The National Center for Education Statistics notes that “between fall 2010 and fall 2021, public charter school enrollment more than doubled, from 1.8 million to 3.7 million students—an overall increase of 1.9 million students. In contrast, the number of students attending traditional public schools decreased by 4 percent, or 2.0 million students, over the same period.”

Harder to track because of its DIY nature, but seemingly growing in popularity the fastest, is homeschooling. In the past, homeschooling had to be explained. But so many Americans tried their hands at it (over 11 percent of households) in desperation during the pandemic when public schools proved incapable of rising to the occasion that millions of Americans are now familiar with microschools, learning pods, online resources, and individualized education. Many of them like the approach.

Roughly 6 percent of students were homeschooled as of the 2022–2023 school year, with their numbers rapidly increasing. “Homeschooling growth is nearly triple the pre-pandemic rate and shows no signs of slowing down. This isn’t a pandemic hangover; it’s a fundamental shift in how American families are thinking about education,” commented Angela R. Watson, director of the Johns Hopkins University Homeschool Research Lab.

But as promising as the environment looks for school choice, it still has enemies.
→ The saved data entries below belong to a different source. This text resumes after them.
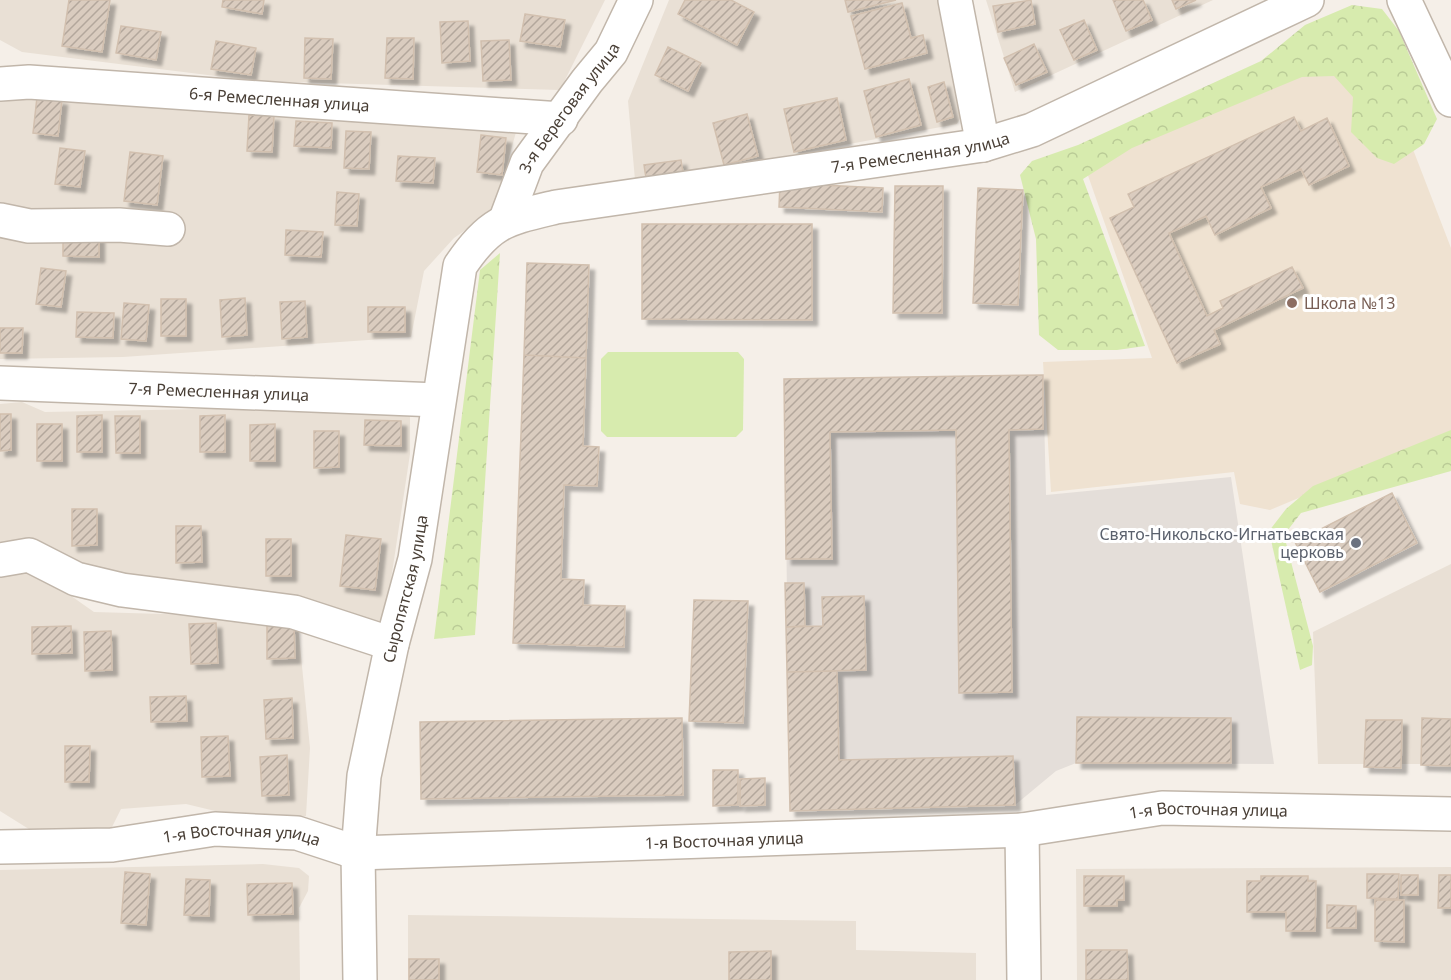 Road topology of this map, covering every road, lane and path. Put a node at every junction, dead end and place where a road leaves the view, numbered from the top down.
1 (636, 0) edge
2 (955, 0) edge
3 (1307, 0) edge
4 (1404, 0) edge
5 (0, 59) edge
6 (14, 83) edge
7 (1451, 100) edge
8 (561, 118) junction
9 (983, 145) junction
10 (0, 219) edge
11 (506, 219) junction
12 (168, 229) dead end
13 (0, 383) edge
14 (438, 400) junction
15 (0, 560) edge
16 (393, 644) junction
17 (1451, 814) edge
18 (1022, 830) junction
19 (0, 847) edge
20 (358, 853) junction
21 (360, 980) edge
22 (1024, 980) edge

1 - 8 street, 3-я Береговая улица
2 - 9 street
3 - 9 street, 7-я Ремесленная улица
4 - 7 street
5 - 6 street
6 - 8 street, 6-я Ремесленная улица
8 - 11 street, 3-я Береговая улица
9 - 11 street, 7-я Ремесленная улица
10 - 12 street
11 - 14 street, Сыропятская улица
13 - 14 street, 7-я Ремесленная улица
14 - 16 street, Сыропятская улица
15 - 16 street
16 - 20 street, Сыропятская улица
17 - 18 street, 1-я Восточная улица
18 - 20 street, 1-я Восточная улица
18 - 22 street
19 - 20 street, 1-я Восточная улица
20 - 21 street, Сыропятская улица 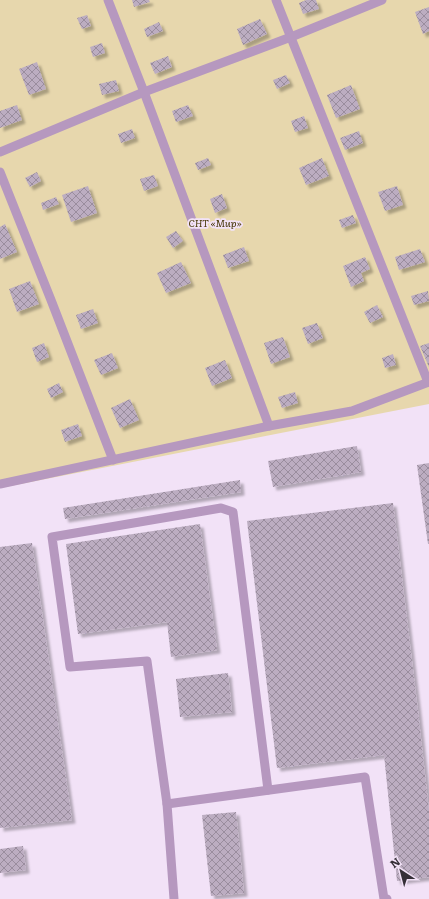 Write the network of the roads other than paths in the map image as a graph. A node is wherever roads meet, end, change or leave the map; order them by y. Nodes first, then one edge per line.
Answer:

The current governor of Arizona, Democrat Katie Hobbs, wants to impose an income cap on the ESA program used by more than 100,000 students. She also makes claims of corruption in choice programs for which there’s little evidence.

Americans want choice in schooling just as they do in other areas of life. Unfortunately, many politicians are as hostile to freedom in education as they are to it everywhere else. Despite a lot of progress, Americans still have to fight for their right to teach their kids where and how they prefer.